[Bounding boxes with keypoints]
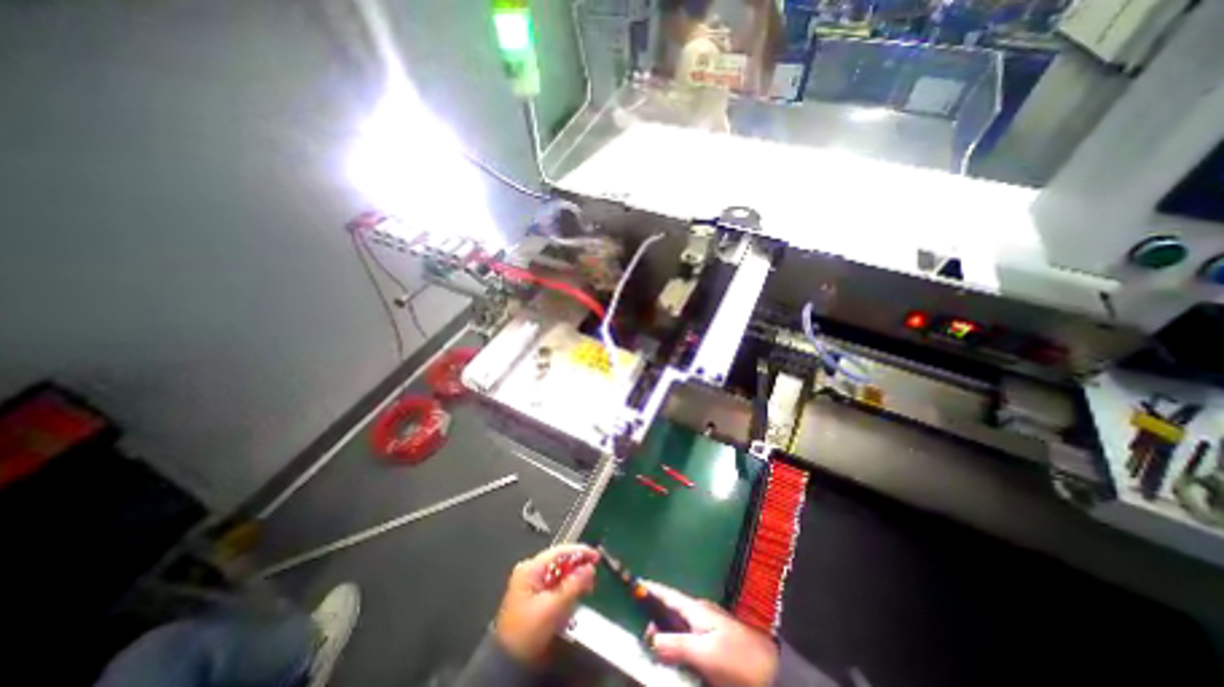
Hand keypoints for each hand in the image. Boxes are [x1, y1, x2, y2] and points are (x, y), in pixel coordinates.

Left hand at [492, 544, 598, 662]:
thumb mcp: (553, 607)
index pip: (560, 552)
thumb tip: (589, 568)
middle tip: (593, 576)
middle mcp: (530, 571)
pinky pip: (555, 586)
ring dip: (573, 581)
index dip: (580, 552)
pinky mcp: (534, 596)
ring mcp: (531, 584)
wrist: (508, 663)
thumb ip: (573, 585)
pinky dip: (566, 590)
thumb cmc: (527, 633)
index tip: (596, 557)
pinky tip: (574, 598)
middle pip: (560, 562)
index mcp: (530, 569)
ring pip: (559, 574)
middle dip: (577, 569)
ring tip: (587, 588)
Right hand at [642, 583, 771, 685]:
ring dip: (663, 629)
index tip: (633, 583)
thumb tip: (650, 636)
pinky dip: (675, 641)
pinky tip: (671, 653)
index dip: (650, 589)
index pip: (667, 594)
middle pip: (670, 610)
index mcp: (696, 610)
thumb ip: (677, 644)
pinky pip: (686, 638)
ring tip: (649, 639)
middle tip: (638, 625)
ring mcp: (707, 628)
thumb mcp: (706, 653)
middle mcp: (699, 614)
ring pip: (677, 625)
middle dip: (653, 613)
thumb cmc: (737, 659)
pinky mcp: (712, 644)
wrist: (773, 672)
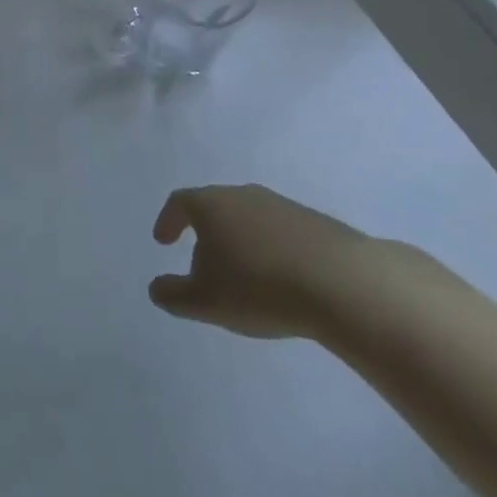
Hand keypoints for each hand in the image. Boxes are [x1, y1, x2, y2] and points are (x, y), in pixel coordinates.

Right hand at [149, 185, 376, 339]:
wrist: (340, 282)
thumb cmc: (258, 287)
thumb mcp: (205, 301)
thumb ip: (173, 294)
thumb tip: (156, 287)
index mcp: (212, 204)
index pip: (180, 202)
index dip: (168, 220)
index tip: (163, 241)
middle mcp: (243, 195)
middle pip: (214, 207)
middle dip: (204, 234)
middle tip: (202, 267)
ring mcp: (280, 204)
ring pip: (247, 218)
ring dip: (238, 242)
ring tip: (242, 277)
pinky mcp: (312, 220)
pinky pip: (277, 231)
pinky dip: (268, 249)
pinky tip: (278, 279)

**Exercise aim**
Return the records above in their entirety, word for word, with the pictures removed.

**Your solution**
Hand keypoints for each hand in the image. Boxes are [x1, y1, x2, y2] and points are (x, y), in pixel coordinates.

Left hand at [492, 544, 598, 662]:
thumb mcp: (553, 607)
index pip: (560, 552)
thumb tip: (589, 568)
middle tip: (593, 576)
middle mcp: (530, 571)
pinky pip: (555, 586)
ring dip: (573, 581)
index dip: (580, 552)
pinky mcp: (534, 596)
ring mcp: (531, 584)
wrist: (508, 663)
thumb ip: (573, 585)
pinky dip: (566, 590)
thumb cmc: (527, 633)
index tip: (596, 557)
pinky tip: (574, 598)
middle pip: (560, 562)
index mcp: (530, 569)
ring pip: (559, 574)
middle dip: (577, 569)
ring tip: (587, 588)
Right hand at [642, 583, 771, 685]:
ring dip: (663, 629)
index tip: (633, 583)
thumb tip: (650, 636)
pinky dip: (675, 641)
pinky tip: (671, 653)
index dip: (650, 589)
index pip: (667, 594)
middle pip: (670, 610)
index mcp: (696, 610)
thumb ip: (677, 644)
pinky pip: (686, 638)
ring tip: (649, 639)
middle tip: (638, 625)
ring mcp: (707, 628)
thumb mcp: (706, 653)
middle mcp: (699, 614)
ring pip: (677, 625)
middle dip: (653, 613)
thumb cmc: (737, 659)
pinky mcp: (712, 644)
wrist: (773, 672)
Hand keypoints for each hand in the image. Boxes are [x1, y1, x2, y2] and points are (x, y), in pixel coordinates.

Right hand at [149, 185, 376, 339]:
wrist: (340, 282)
thumb cmc: (258, 287)
thumb mcp: (205, 301)
thumb ip: (173, 294)
thumb tip: (156, 287)
index mcp: (212, 204)
index pip: (180, 202)
index dip: (168, 220)
index tip: (163, 241)
middle mcp: (243, 195)
middle pip: (214, 207)
middle dip: (204, 234)
middle tip: (202, 267)
ring mcp: (280, 204)
ring pip: (247, 218)
ring dip: (238, 242)
ring tip: (242, 277)
pinky mcp: (312, 220)
pinky pip: (277, 231)
pinky dip: (268, 249)
pinky tip: (278, 279)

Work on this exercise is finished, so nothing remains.